Jump’s previous renderings of 3D heart models lacked two critical characteristics: scale and texture. In Dozier’s case, his swollen heart condition made it difficult for Jump to create the exact model, and Jump’s printing technology created rigid prototypes, giving cardiologists the look but not the feel of the organ.
Caterpillar’s expertise provided the solution. The company’s 3D printers used photo polymers cured with ultraviolet light to design models with varying degrees of flexibility and density.
The first model was printed with colored arteries, which helped the surgeons identify the abnormalities in them. The second model was printed with a flexible material, which helped the doctors to actually practice the surgery on the model and see exactly which portion of heart muscle needed to be removed.
Dr. Plunkett worked on the model of Dozier’s heart the night before the surgery, preparing himself to remove the blockage with the minimum use of the scalpel.
“It’s a bit of a tricky operation, because you want it to be enough but not too much,” Dr. Plunkett said. “Ideally, you want to do a single incision and then cut.”
Caterpillar’s heart printing technology has a manufacturing benefit, too. According to Eric Halla, an engineer in Caterpillar’s Additive Manufacturing Marketing and Digital Division, product design that incorporates organic shapes can lead to the same type of efficiencies found in aerodynamics.

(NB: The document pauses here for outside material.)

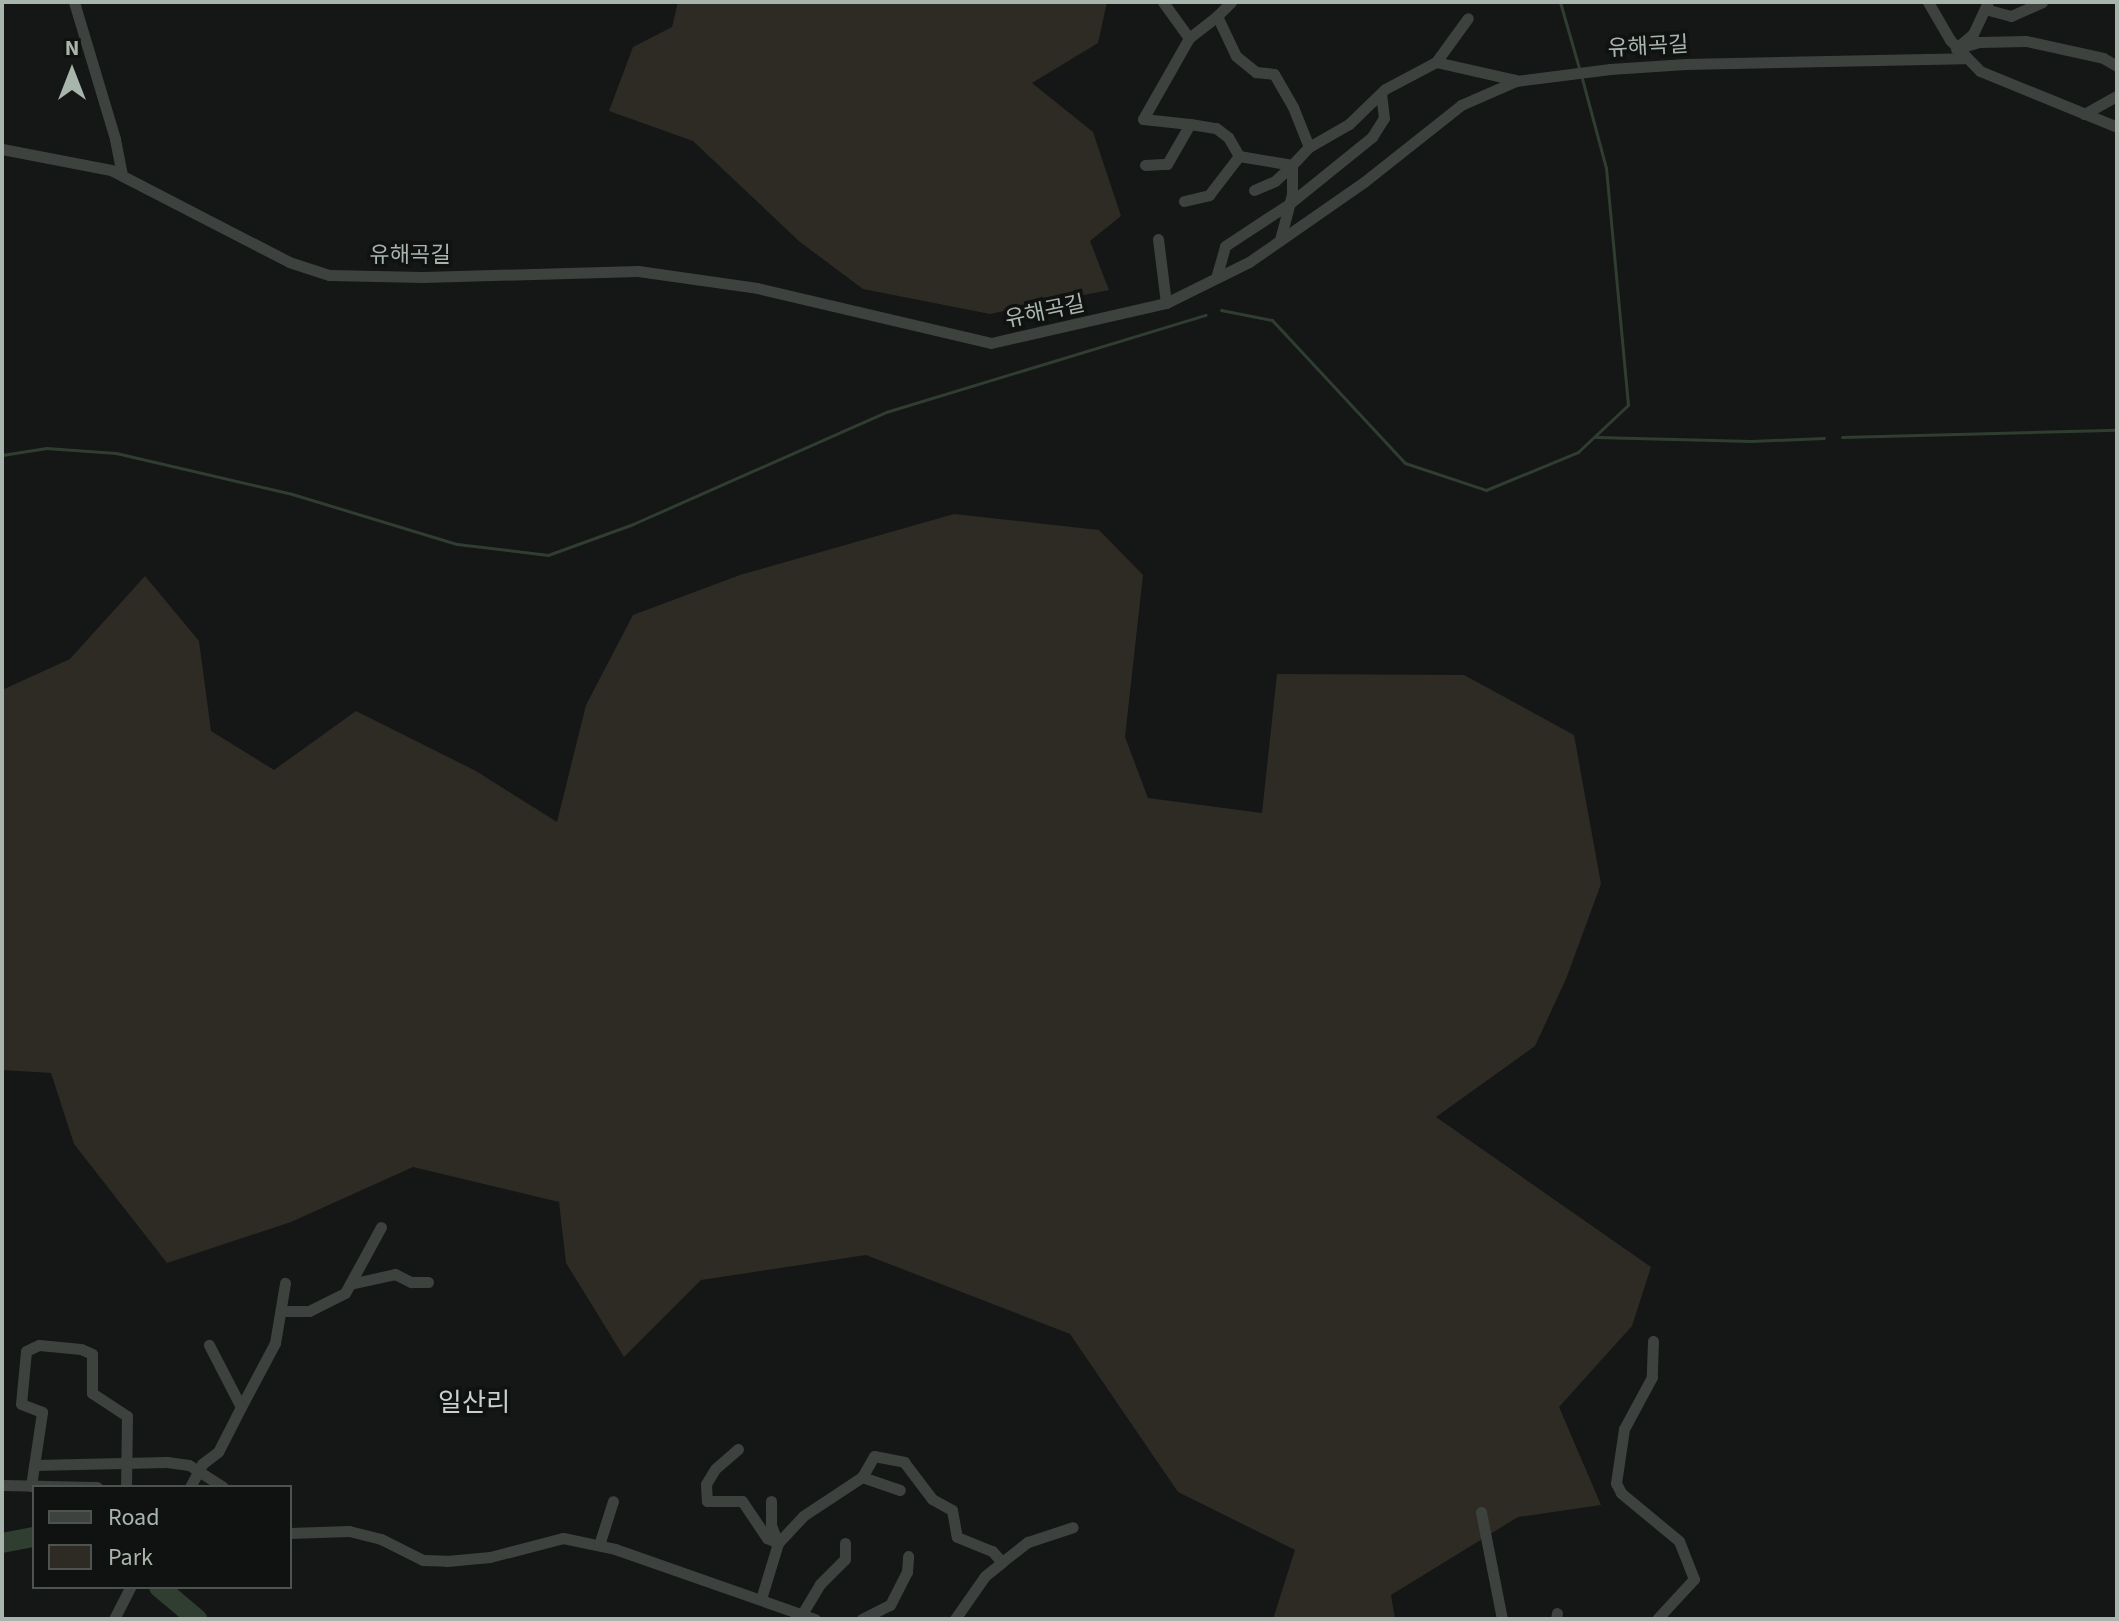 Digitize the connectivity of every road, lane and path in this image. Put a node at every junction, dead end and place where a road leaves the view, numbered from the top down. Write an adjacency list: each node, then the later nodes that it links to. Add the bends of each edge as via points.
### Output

“Just as the airline industry went through a time when they began simulation to improve quality, healthcare is going through that right now,” said Dr. Bramlet.
According to Dr. Plunkett, being able to print 3D hearts is groundbreaking considering where medical science has come from in the last say two or three decades in terms of pediatric heart surgery.

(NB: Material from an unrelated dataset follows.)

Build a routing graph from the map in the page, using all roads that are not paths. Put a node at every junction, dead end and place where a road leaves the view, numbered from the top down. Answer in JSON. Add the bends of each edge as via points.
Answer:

But like everything, there’s always room for improvement. Right now, the process of creating 3D heart prototypes is itself a prototype, but one which has tremendous potential.
So where is this study heading next? Dr. Bramlet has an ambitious goal to move beyond 3D printing, creating a database and setting the stage for big data to take the current advancements to an unpredictable level.
“My goal is to have a beating-heart hologram sitting in front of a patient. In order to get there, I need better pictures being taken, I need better tools for removing the heart from imaging, and I need automated segmentation. With VR and AR, there is an opportunity to achieve the same level of understanding as with 3D models. We need to be able to interact with it in a meaningful way.”
With Jump’s support and Dr. Bramlet’s initiatives in the research, the goal doesn’t seem such a distant reality.